Für heftige Kritik seitens der Opposition sorgten die im Zuge der Beratungen im Umweltausschuss eingefügten
Abänderungen, die als Voraussetzung für die Parteistellung von Umweltorganisationen im UVP-Verfahren
bestimmte Kriterien wie etwa eine Mindestanzahl an Mitgliedern vorsehen. Während ÖVP und FPÖ insgesamt
von einem Beitrag zur Verfahrensbeschleunigung sprachen, befürchteten SPÖ, NEOS und Liste Pilz eine Einschränkung
der Mitwirkungsrechte von NGOs an Umweltverfahren.
Novelle normiert Mindestanforderungen für die Parteistellung von NGOs im UVP-Verfahren
Durch die Änderungen des Umweltverträglichkeitsprüfungsgesetzes (UVP-G) wird zunächst die Anerkennung
von Umweltorganisationen auf drei Jahre befristet. Bei Einzelfallprüfungen soll die Frist zur behördlichen
Entscheidung mit sechs Wochen begrenzt sein.
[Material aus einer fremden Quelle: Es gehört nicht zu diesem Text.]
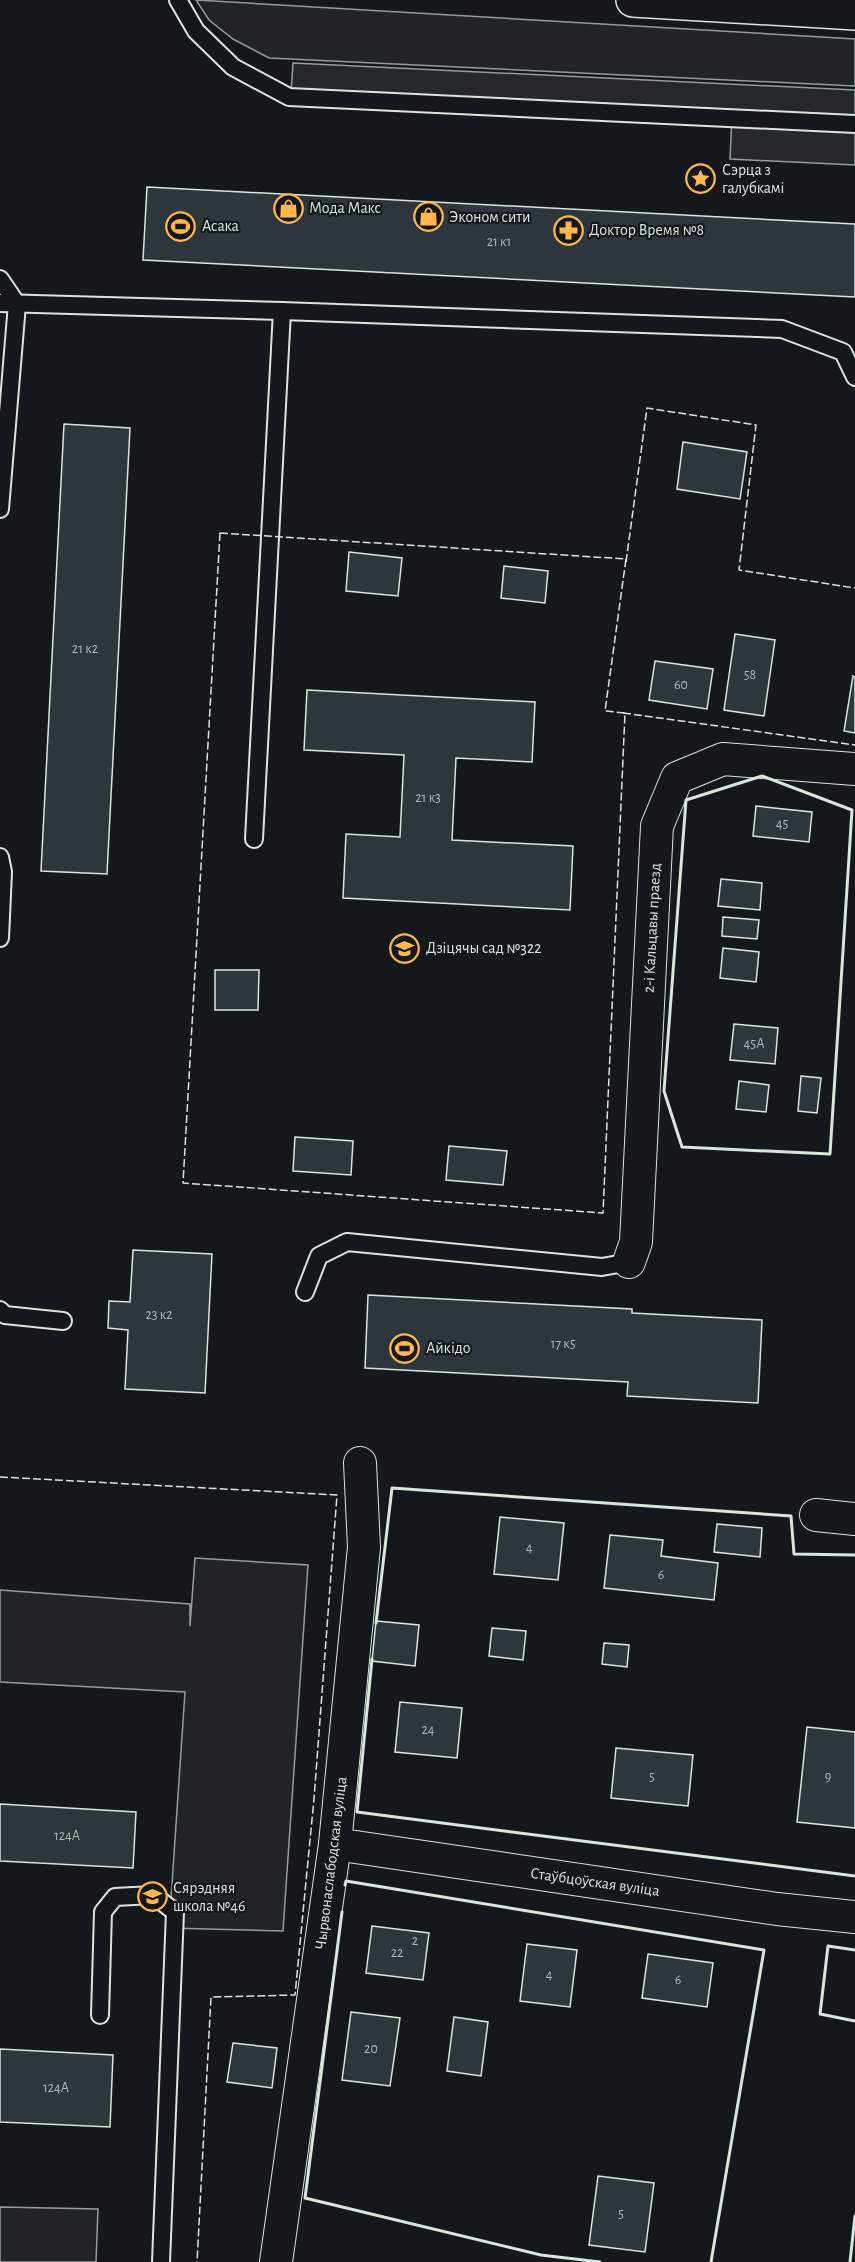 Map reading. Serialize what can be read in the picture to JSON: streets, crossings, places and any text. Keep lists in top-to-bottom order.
{
  "streets": {
    "street": ["2-і Кальцавы праезд", "Чырвонаслабодская вуліца", "Стаўбцоўская вуліца"]
  },
  "crossings": [
    ["Чырвонаслабодская вуліца", "Стаўбцоўская вуліца"]
  ],
  "places": {
    "place": ["Сэрца з галубкамі"],
    "shop": ["Мода Макс", "Эконом сити"],
    "sports": ["Асака", "Айкідо"],
    "pharmacy": ["Доктор Время №8"],
    "school or university": ["Дзіцячы сад №322", "Сярэдняя школа №46"]
  },
  "house_numbers": [
    "21 к1",
    "21 к2",
    "58",
    "60",
    "21 к3",
    "45",
    "45А",
    "23 к2",
    "17 к5",
    "4",
    "6",
    "24",
    "5",
    "9",
    "124А",
    "2",
    "22",
    "4",
    "6",
    "20",
    "124А",
    "5"
  ]
} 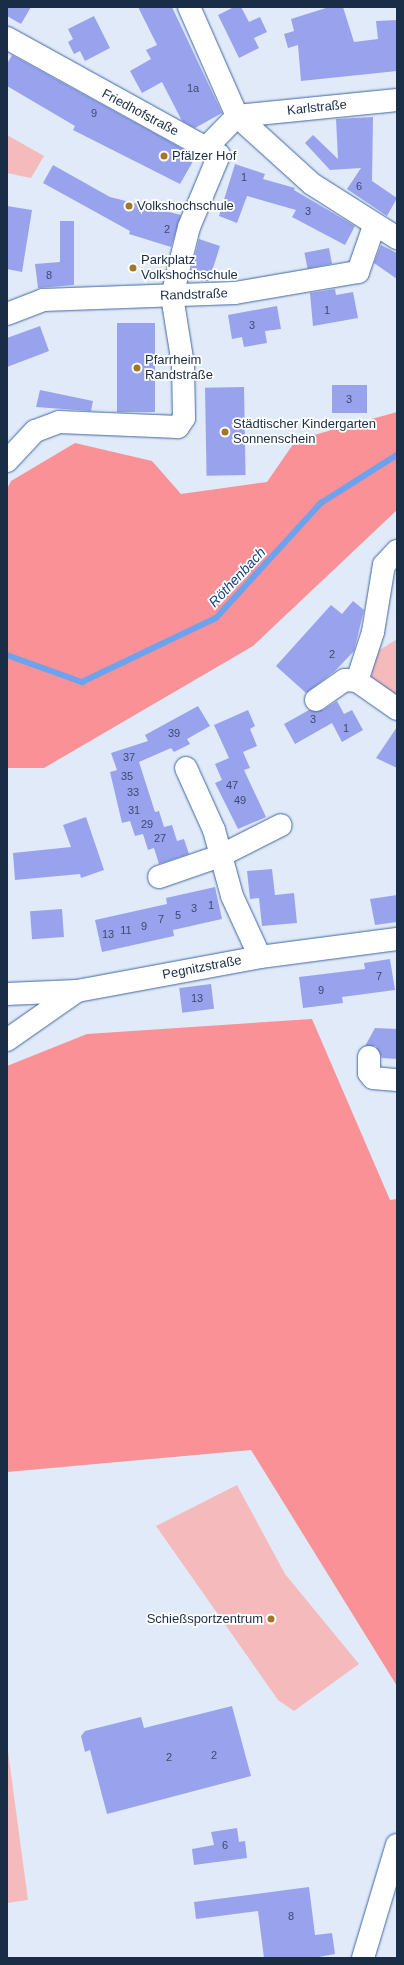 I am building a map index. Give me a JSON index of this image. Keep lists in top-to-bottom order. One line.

Zur Wahrung öffentlicher Interessen sieht das Gesetz die Beiziehung
eines Standortanwalts zusätzlich zum Umweltanwalt vor. Für Vorhaben mit erheblichen negativen Umweltauswirkungen
ist jedenfalls die UVP-Pflicht sicherzustellen, wobei die Projektwerbenden auch Maßnahmen zur Schadensvermeidung
vorlegen müssen. Umgesetzt werden durch die Novelle auch bestimmte EU-Vorgaben, so etwa die Aufnahme neuer
Prüfbereiche wie Klimawandel oder Flächenversiegelung.
Stein des Anstoßes für die Kritik der Opposition waren Änderungen gegenüber der ursprünglichen
Regierungsvorlage, die im Rahmen der Ausschusssitzung verabschiedet wurden. So muss nunmehr ein Verein als Voraussetzung
für die Parteistellung im UVP-Verfahren mindestens 100 Mitglieder und ein Verband mindestens fünf Vereine
umfassen. Zudem verlangt das Gesetz eine Liste der Mitglieder des Vereins mit Namen und Anschrift. Ein neuerlicher
Abänderungsantrag der Regierungsparteien präzisiert in diesem Zusammenhang, dass die entsprechende Anzahl
der Behörde glaubhaft zu machen ist. Demnach reicht, wie Bundesministerin Elisabeth Köstinger erklärte,
auch die Vorlage durch einen Notar oder Wirtschaftsprüfer.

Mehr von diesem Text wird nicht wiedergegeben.